To allow room for the pre-ferment to rise, the ingredients are mixed in a container at least four or five times their volume. This is about the point in time when some process similarities of yeast pre-ferments to sourdough or levain starters begins to diverge. The typical amounts of time allotted for the yeast pre-ferment period may range from 2–16 hours, depending on the dough's temperature and the added amount of viable yeast, often expressed as a bakers' percentage. Spontaneous sourdough starters take, at a minimum, several days, and are subject to many variables.

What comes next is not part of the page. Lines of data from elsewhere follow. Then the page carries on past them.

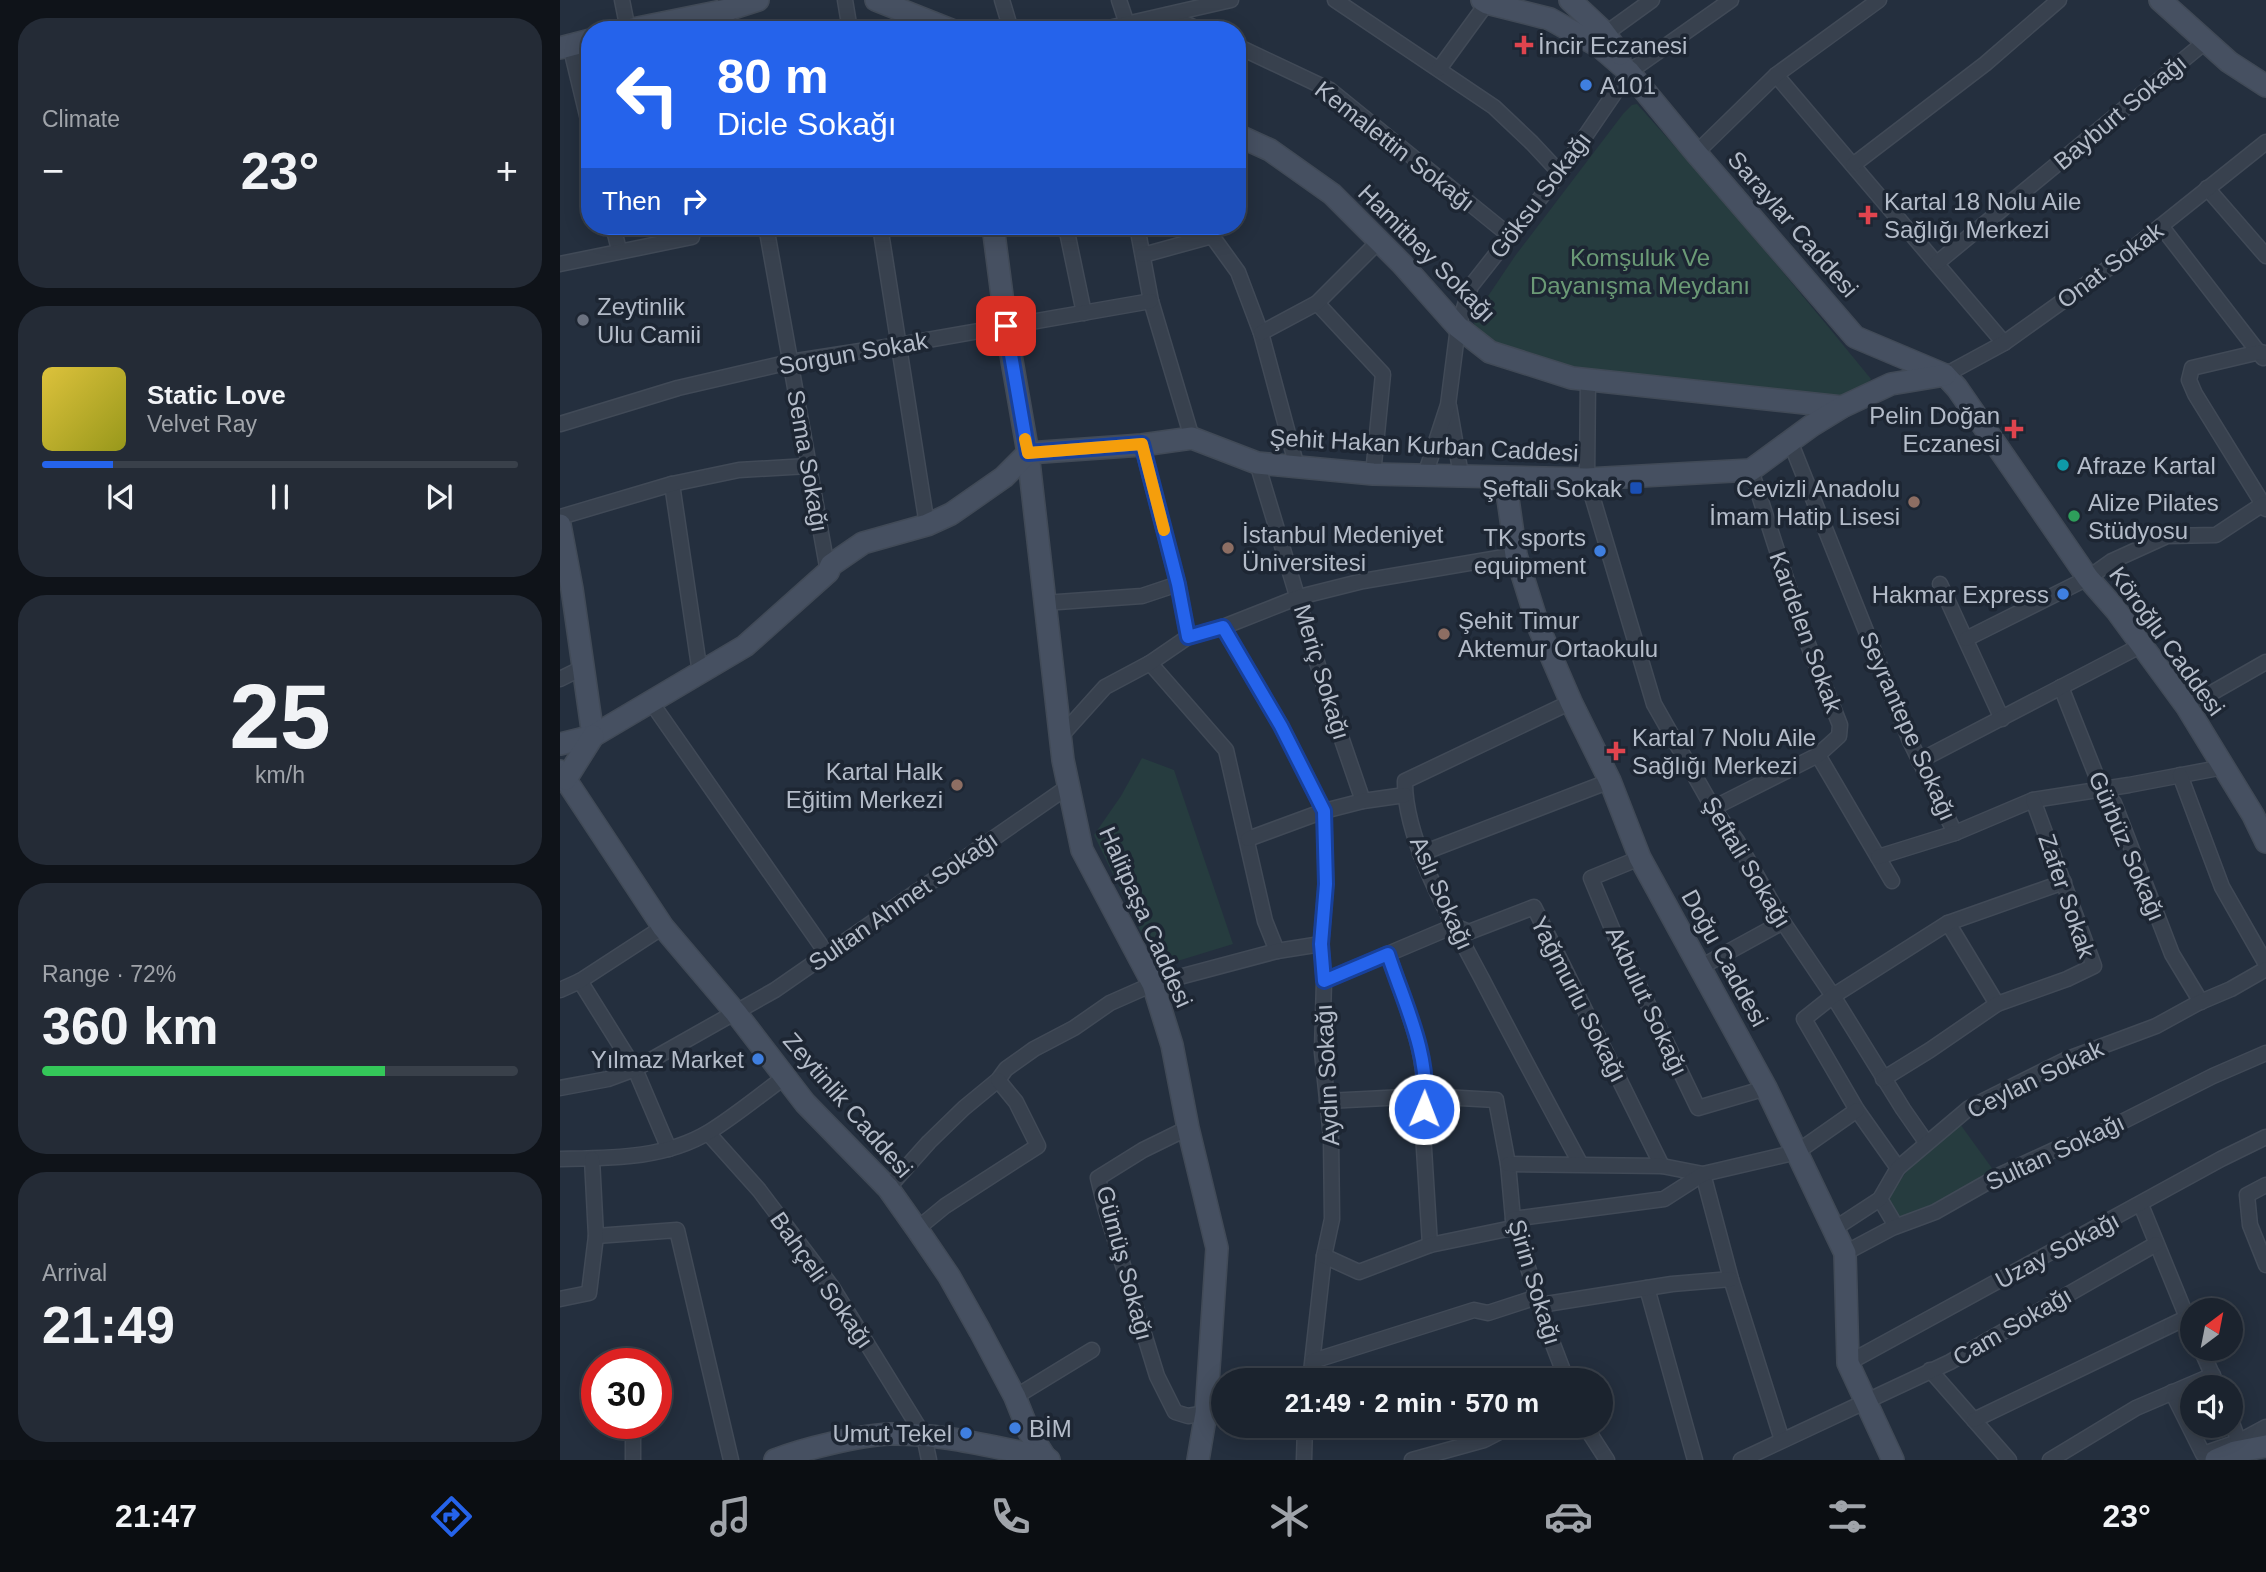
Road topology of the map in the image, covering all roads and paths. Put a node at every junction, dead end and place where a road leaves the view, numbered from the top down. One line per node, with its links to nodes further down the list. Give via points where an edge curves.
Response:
1 (622, 0): 20 (street)
2 (758, 0): 18 (street)
3 (845, 0): 22 (street)
4 (876, 0): 23 (street)
5 (1002, 0): 24 (street)
6 (1119, 0): 25 (street)
7 (1231, 0): 19 (street)
8 (1335, 0): 32 (street)
9 (1569, 0): 17 (street, via 1562,15); 28 (street, Saraylar Caddesi)
10 (1652, 0): 28 (street)
11 (1731, 0): 33 (street)
12 (1879, 0): 35 (street)
13 (2059, 0): 41 (street, via 1985,64)
14 (2160, 0): 29 (street)
15 (2176, 0): 34 (street, via 2232,51)
16 (1485, 2): 17 (street, Saraylar Caddesi); 32 (street)
17 (1541, 11): 33 (street, Saraylar Caddesi, via 1600,47)
18 (727, 13): 21 (street)
19 (1167, 15): 26 (street); 27 (street)
20 (626, 21)
21 (680, 21)
22 (848, 21)
23 (928, 21)
24 (1008, 21)
25 (1126, 21)
26 (1140, 21)
27 (1180, 21)
28 (1605, 34): 33 (street, Saraylar Caddesi)
29 (2205, 41): 37 (street); 57 (street, Bayburt Sokağı)
30 (573, 45): 36 (street)
31 (1246, 50): 51 (street, Kemalettin Sokağı, via 1330,90)
32 (1439, 69): 42 (street, via 1494,107)
33 (1629, 72): 40 (street, Saraylar Caddesi); 42 (street, Göksu Sokağı)
34 (2266, 74)
35 (1776, 75): 40 (street); 41 (street)
36 (581, 84)
37 (2266, 86)
38 (1246, 139): 53 (street, Hamitbey Sokağı, via 1270,150 1332,194)
39 (2266, 142): 43 (street, Onat Sokak)
40 (1696, 153): 69 (street, Saraylar Caddesi, via 1855,337)
41 (1853, 165): 57 (street)
42 (1560, 173): 51 (street, Göksu Sokağı)
43 (2207, 188): 44 (street, Onat Sokak); 56 (street)
44 (2161, 226): 65 (street, Onat Sokak); 67 (street)
45 (615, 235): 54 (street)
46 (768, 235): 68 (street, Sema Sokağı)
47 (881, 235): 66 (street)
48 (994, 235): 62 (street, Halitpaşa Caddesi)
49 (1068, 235): 61 (street)
50 (1139, 235): 55 (street)
51 (1510, 236): 63 (street, Göksu Sokağı, via 1471,286)
52 (692, 237): 54 (street)
53 (1379, 241): 60 (street); 63 (street, Hamitbey Sokağı)
54 (619, 250): 58 (street)
55 (1143, 255): 59 (street); 64 (street, via 1212,236 1238,272)
56 (2266, 256)
57 (1937, 263): 65 (street)
58 (560, 264)
59 (1151, 301): 61 (street, Sorgun Sokak); 74 (street)
60 (1317, 303): 64 (street); 82 (street, via 1383,374)
61 (1084, 313): 62 (street, Sorgun Sokak)
62 (1006, 326): 66 (street, Sorgun Sokak); 77 (street, Halitpaşa Caddesi)
63 (1458, 327): 70 (street, Hamitbey Sokağı, via 1490,352); 71 (street, Göksu Sokağı)
64 (1261, 333): 80 (street)
65 (2004, 343): 69 (street, Onat Sokak)
66 (899, 345): 68 (street, Sorgun Sokak); 91 (street)
67 (2264, 356): 88 (street, via 2192,368 2189,380)
68 (790, 362): 73 (street, Sorgun Sokak, via 678,388); 79 (street, Sema Sokağı)
69 (1945, 374): 72 (street, via 1891,384); 94 (street, Köroğlu Caddesi)
70 (1588, 380): 72 (street, Hamitbey Sokağı); 86 (street, Şeftali Sokağı)
71 (1448, 405): 83 (street, Göksu Sokağı); 84 (street, Göksu Sokağı)
72 (1842, 407): 75 (street)
73 (560, 424)
74 (1192, 438): 76 (street, Şehit Hakan Kurban Caddesi); 78 (street, Şehit Hakan Kurban Caddesi)
75 (1790, 441): 81 (street); 118 (street, Seyrantepe Sokağı)
76 (1142, 444): 77 (street, Şehit Hakan Kurban Caddesi); 95 (street)
77 (1028, 453): 91 (street, via 1004,477); 99 (street, Halitpaşa Caddesi)
78 (1257, 463): 80 (street, Şehit Hakan Kurban Caddesi); 98 (street, Meriç Sokağı)
79 (808, 466): 87 (street, via 739,470); 93 (street, Sema Sokağı)
80 (1297, 467): 82 (street, Şehit Hakan Kurban Caddesi)
81 (1751, 470): 86 (street, Şehit Hakan Kurban Caddesi); 117 (street, Kardelen Sokak, via 1804,634 1840,724 1839,736)
82 (1373, 474): 83 (street, Şehit Hakan Kurban Caddesi)
83 (1425, 475): 84 (street, Şehit Hakan Kurban Caddesi)
84 (1461, 475): 85 (street, Şehit Hakan Kurban Caddesi)
85 (1505, 478): 86 (street, Şehit Hakan Kurban Caddesi); 92 (street, Doğu Caddesi)
86 (1587, 479): 128 (street, Şeftali Sokağı, via 1654,704)
87 (672, 484): 89 (street); 107 (street)
88 (2265, 506): 94 (street, via 2216,535 2166,537 2112,561)
89 (560, 517)
90 (560, 525): 97 (street)
91 (927, 525): 93 (street, via 863,543)
92 (1516, 555): 98 (street, via 1363,581); 111 (street, Doğu Caddesi, via 1539,628)
93 (828, 572): 107 (street, via 746,646)
94 (2088, 578): 102 (street); 103 (street, Köroğlu Caddesi)
95 (1178, 584): 99 (street, via 1142,596); 101 (street)
96 (1940, 584): 102 (street)
97 (566, 591): 106 (street)
98 (1299, 597): 100 (street); 127 (street, Meriç Sokağı)
99 (1044, 603): 115 (street, Halitpaşa Caddesi)
100 (1223, 627): 101 (street); 129 (street, Aydın Sokağı)
101 (1188, 637): 105 (street)
102 (1966, 639): 113 (street)
103 (2142, 645): 109 (street); 112 (street, Köroğlu Caddesi)
104 (2266, 662): 112 (street)
105 (1150, 663): 115 (street, via 1105,687); 132 (street, via 1226,750)
106 (582, 668): 108 (street); 114 (street)
107 (700, 673): 110 (street)
108 (560, 679)
109 (2061, 687): 113 (street); 124 (street, Gürbüz Sokağı)
110 (651, 702): 114 (street); 145 (street)
111 (1571, 702): 122 (street, Doğu Caddesi); 125 (street, via 1405,781)
112 (2187, 707): 119 (street, Köroğlu Caddesi)
113 (2002, 719): 118 (street)
114 (593, 736): 116 (street); 120 (street)
115 (1060, 737): 123 (street, Halitpaşa Caddesi)
116 (560, 744)
117 (1818, 755): 128 (street, Kardelen Sokak); 135 (street)
118 (1919, 761): 131 (street, Seyrantepe Sokağı)
119 (2224, 768): 121 (street, Seyrantepe Sokağı); 130 (street, Köroğlu Caddesi)
120 (563, 775): 142 (street, Zeytinlik Caddesi)
121 (2180, 775): 124 (street, Seyrantepe Sokağı); 147 (street, via 2222,887)
122 (1610, 781): 134 (street); 136 (street, Doğu Caddesi)
123 (1069, 786): 145 (street, Sultan Ahmet Sokağı); 151 (street, Halitpaşa Caddesi, via 1082,850)
124 (2102, 790): 126 (street, Seyrantepe Sokağı); 154 (street, Gürbüz Sokağı, via 2114,803 2172,954)
125 (1405, 795): 127 (street); 134 (street, Aslı Sokağı)
126 (2034, 800): 131 (street, Seyrantepe Sokağı); 138 (street, Zafer Sokak)
127 (1363, 801): 129 (street)
128 (1713, 808): 139 (street, Şeftali Sokağı)
129 (1324, 811): 132 (street); 143 (street, Aydın Sokağı, via 1326,884)
130 (2260, 811): 133 (street, Köroğlu Caddesi)
131 (1955, 833): 135 (street)
132 (1248, 839): 144 (street, via 1265,921)
133 (2266, 842)
134 (1420, 854): 141 (street, Aslı Sokağı)
135 (1878, 857): 137 (street)
136 (1640, 858): 148 (street, Doğu Caddesi); 163 (street, Akbulut Sokağı, via 1591,878 1698,1108)
137 (1892, 881)
138 (2064, 882): 140 (street); 155 (street, Zafer Sokak, via 2094,966)
139 (1783, 922): 148 (street); 153 (street, Şeftali Sokağı)
140 (1948, 923): 153 (street); 155 (street)
141 (1454, 926): 146 (street); 175 (street, Aslı Sokağı); 177 (street, Yağmurlu Sokağı, via 1469,932 1534,907)
142 (663, 927): 149 (street); 156 (street, Zeytinlik Caddesi)
143 (1321, 944): 144 (street); 150 (street, Aydın Sokağı)
144 (1277, 951): 151 (street)
145 (827, 954): 156 (street, Sultan Ahmet Sokağı)
146 (1388, 954): 150 (street); 164 (street, via 1423,1059)
147 (2266, 966): 154 (street, Ceylan Sokak)
148 (1699, 968): 163 (street, Doğu Caddesi)
149 (580, 981): 152 (street); 158 (street)
150 (1324, 981): 165 (street, Aydın Sokağı, via 1322,1052)
151 (1153, 984): 161 (street, via 1110,1003 1034,1049); 167 (street, Halitpaşa Caddesi)
152 (560, 990)
153 (1833, 996): 160 (street, Şeftali Sokağı); 166 (street, via 1804,1018)
154 (2201, 1002): 170 (street, Ceylan Sokak, via 2156,1026 2065,1060 1969,1108)
155 (1997, 1004): 160 (street, Zafer Sokak)
156 (736, 1013): 158 (street, Sultan Ahmet Sokağı); 159 (street, Zeytinlik Caddesi)
157 (2266, 1053): 185 (street, Sultan Sokağı)
158 (635, 1069): 162 (street, Sultan Ahmet Sokağı); 171 (street)
159 (785, 1077): 168 (street); 181 (street, Zeytinlik Caddesi)
160 (1883, 1079): 170 (street, Şeftali Sokağı)
161 (998, 1080): 181 (street, via 929,1142); 186 (street, via 1016,1101 1038,1146)
162 (560, 1088)
163 (1766, 1088): 172 (street, Doğu Caddesi)
164 (1426, 1096): 165 (street, Şirin Sokağı); 176 (street, Şirin Sokağı, via 1496,1100); 190 (street, via 1422,1117)
165 (1327, 1101): 192 (street, Aydın Sokağı, via 1332,1219)
166 (1857, 1110): 172 (street); 178 (street)
167 (1188, 1128): 210 (street, Halitpaşa Caddesi, via 1217,1248); 210 (street, Gümüş Sokağı, via 1098,1178 1157,1376 1175,1412 1188,1416)
168 (708, 1133): 171 (street); 213 (street, Bahçeli Sokağı, via 759,1190 832,1287)
169 (2266, 1137): 183 (street, Uzay Sokağı)
170 (1926, 1142): 178 (street, Ceylan Sokak)
171 (669, 1149): 173 (street)
172 (1797, 1152): 179 (street); 187 (street, Doğu Caddesi)
173 (592, 1159): 174 (street); 188 (street)
174 (560, 1160)
175 (1580, 1163): 176 (street); 177 (street)
176 (1508, 1164): 184 (street, Şirin Sokağı)
177 (1662, 1166): 179 (street)
178 (1898, 1168): 182 (street, Ceylan Sokak)
179 (1703, 1174): 184 (street, via 1664,1199); 194 (street)
180 (2266, 1185): 193 (street, via 2247,1195 2250,1225)
181 (888, 1188): 186 (street, Zeytinlik Caddesi)
182 (1881, 1199): 185 (street); 187 (street, Ceylan Sokak)
183 (2141, 1205): 189 (street); 202 (street, Uzay Sokağı)
184 (1515, 1223): 190 (street); 197 (street, Şirin Sokağı)
185 (1896, 1227): 191 (street, Sultan Sokağı)
186 (917, 1228): 208 (street, Zeytinlik Caddesi, via 949,1276)
187 (1834, 1229): 191 (street, Doğu Caddesi)
188 (596, 1236): 196 (street, via 589,1293); 225 (street, via 677,1230)
189 (2156, 1244): 198 (street); 205 (street, Cam Sokağı)
190 (1430, 1245): 192 (street, via 1359,1272)
191 (1845, 1253): 202 (street, Doğu Caddesi)
192 (1324, 1256): 201 (street, Aydın Sokağı)
193 (2266, 1265)
194 (1731, 1279): 195 (street); 219 (street)
195 (1647, 1288): 197 (street); 232 (street)
196 (560, 1299)
197 (1539, 1301): 201 (street, via 1488,1313 1474,1310); 204 (street, Şirin Sokağı)
198 (2180, 1303)
199 (2180, 1321): 211 (street)
200 (1092, 1350): 208 (street)
201 (1313, 1361): 203 (street, Aydın Sokağı)
202 (1849, 1363): 209 (street, Doğu Caddesi)
203 (1312, 1368)
204 (1562, 1368)
205 (1930, 1370): 209 (street, Cam Sokağı); 211 (street)
206 (2180, 1390): 207 (street)
207 (2172, 1392): 220 (street, via 2203,1454); 236 (street, via 2136,1408)
208 (1015, 1397): 223 (street, Zeytinlik Caddesi)
209 (1864, 1401): 219 (street, Cam Sokağı); 234 (street, Doğu Caddesi)
210 (1206, 1413): 228 (street, Halitpaşa Caddesi)
211 (1974, 1420): 235 (street)
212 (2266, 1427): 220 (street)
213 (924, 1436): 222 (street, via 888,1434); 223 (street); 227 (street, Bahçeli Sokağı)
214 (1305, 1438): 229 (street)
215 (1488, 1438): 230 (street)
216 (1593, 1438): 231 (street)
217 (2238, 1438): 220 (street)
218 (633, 1439): 224 (street)
219 (1782, 1440): 233 (street, Cam Sokağı)
220 (2241, 1446): 221 (street); 237 (street)
221 (2266, 1446)
222 (832, 1452): 226 (street)
223 (1047, 1458)
224 (633, 1460)
225 (730, 1460)
226 (775, 1460)
227 (929, 1460)
228 (1198, 1460)
229 (1304, 1460)
230 (1412, 1460)
231 (1607, 1460)
232 (1695, 1460)
233 (1741, 1460)
234 (1893, 1460)
235 (2010, 1460)
236 (2050, 1460)
237 (2216, 1460)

To make a sourdough starter from scratch, the minimum-needed ingredients are flour, water, and time. This starter is maintained with daily feedings or refreshments of fresh flour and water or, new dough. It ferments at room temperature until the desired age or minimal number of refreshments, following a refreshment schedule that may include acceleration of time intervals leading into the final dough, then is added to the final dough. When maintaining a starter's existing weight, it is advised to discard 60% (or more) of the starter, replacing that discarded dough with new dough. If an increased amount of starter is required, simply add new dough. 40-parts-to-60-parts of old-dough-to-new-dough by weight, or 2-to-3, is known as the back-slopping ratio, and changes to that ratio change the pH of the just-refreshed dough. To make a primary-culture levain, Raymond Calvel used salt, but less of it than would be typical for many final-dough formulas.